If payroll taxes aren’t remitted to the IRS in time, a responsible party may be held personally liable for the full amount of the unpaid tax; essentially, you’ll have to pay the IRS out of your own pocket. This harsh “trust fund penalty” is frequently contested in the courts.
In a new case, Hartman, DC-MI, 7/26/17, the IRS imposed the penalty on a co-owner who wasn’t even the one handling the payroll duties. Briefly stated, the trust fund penalty may be applied to anyone who is responsible for collecting or paying payroll taxes and willfully fails to do so.
The IRS takes a broad view of who is included in the definition of a responsible party and what constitutes a “willful failure.” For instance, the penalty may be assessed against an owner who knew or should have known about the unpaid tax.
The taxpayer in the new case owned 50% of a tool and design company and served as the CEO. The other 50% owner acted as the COO until the taxpayer laid him off. Both owners had the authority to access the company’s money and sign checks for it.
Usually, the taxpayer signed employees' paychecks, while the COO prepared the payroll tax deposits. Until December 2003, the company used a third-party payroll service provider to process its paychecks.
But the payroll service provider backed out after the company experienced financial difficulties. Although the taxpayer knew that his company would not pay its payroll taxes on time in December 2003, he anticipated that they could address the shortfall early in 2004. At this time, the company was using an in-house software system for handling payroll matters, based on the COO’s recommendation.

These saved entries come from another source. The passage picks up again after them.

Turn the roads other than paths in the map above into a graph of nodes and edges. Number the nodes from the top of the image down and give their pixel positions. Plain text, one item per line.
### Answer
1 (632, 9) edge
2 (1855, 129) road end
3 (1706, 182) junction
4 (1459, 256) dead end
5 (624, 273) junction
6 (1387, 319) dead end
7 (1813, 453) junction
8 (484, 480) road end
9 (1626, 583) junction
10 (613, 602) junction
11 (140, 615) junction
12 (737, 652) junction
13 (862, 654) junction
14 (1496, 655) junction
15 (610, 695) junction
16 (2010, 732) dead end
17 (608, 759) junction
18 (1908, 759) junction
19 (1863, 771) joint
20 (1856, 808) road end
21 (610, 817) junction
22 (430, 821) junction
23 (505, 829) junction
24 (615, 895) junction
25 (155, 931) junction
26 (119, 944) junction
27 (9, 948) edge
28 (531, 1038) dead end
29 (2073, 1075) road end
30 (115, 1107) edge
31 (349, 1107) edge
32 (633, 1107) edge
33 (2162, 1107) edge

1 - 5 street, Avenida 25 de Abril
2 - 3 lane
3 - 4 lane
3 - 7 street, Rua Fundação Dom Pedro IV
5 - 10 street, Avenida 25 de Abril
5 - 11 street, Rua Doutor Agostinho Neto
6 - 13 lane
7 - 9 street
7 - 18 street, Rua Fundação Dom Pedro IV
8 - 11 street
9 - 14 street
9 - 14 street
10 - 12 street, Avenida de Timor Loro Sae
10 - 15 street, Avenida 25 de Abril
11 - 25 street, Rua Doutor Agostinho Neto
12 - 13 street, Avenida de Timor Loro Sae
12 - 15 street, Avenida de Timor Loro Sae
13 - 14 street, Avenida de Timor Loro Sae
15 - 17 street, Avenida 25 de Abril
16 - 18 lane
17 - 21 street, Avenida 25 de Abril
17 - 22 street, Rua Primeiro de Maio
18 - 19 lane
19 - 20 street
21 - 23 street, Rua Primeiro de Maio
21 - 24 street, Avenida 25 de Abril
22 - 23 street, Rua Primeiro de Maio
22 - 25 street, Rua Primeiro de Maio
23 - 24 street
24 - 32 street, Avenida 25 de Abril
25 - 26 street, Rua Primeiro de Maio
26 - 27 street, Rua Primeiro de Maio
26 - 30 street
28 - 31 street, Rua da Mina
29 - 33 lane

The taxpayer maintained that COO was the only person entrusted with paying the company’s payroll taxes. He claimed that he did not learn that payroll taxes weren’t being paid until July 2004 when he went through the COO’s desk. This precipitated a meeting with IRS to discuss the shortfall.
Despite efforts to shore up its liabilities, the company continued to miss deadlines for remitting taxes. At another meeting with the IRS, the taxpayer protested that the in-house accounting software indicated that the payroll tax checks were being cut.
Eventually, the taxpayer fired the COO for performance issues, yet he continued to rely on him to pay the payroll taxes! Based on these facts, the district court determined that the taxpayer was both responsible and had willfully failed to pay the payroll taxes.
He had complete authority to make the deposits with the IRS. In addition, he exhibited reckless disregard relating to the tax liability.
Even when he became aware of the failure, he didn’t do anything about it. In fact, he continued to rely on the COO for paying the payroll taxes. Thus, the court ruled that the taxpayer is personally liable.
Your clients should ensure that payroll taxes are being paid on time through a system of checks and balances. Optimally, the person assigned this responsibility should have back-up support and be subject to oversight. If you’re involved in the procedures, take the steps necessary for protection against the trust fund penalty.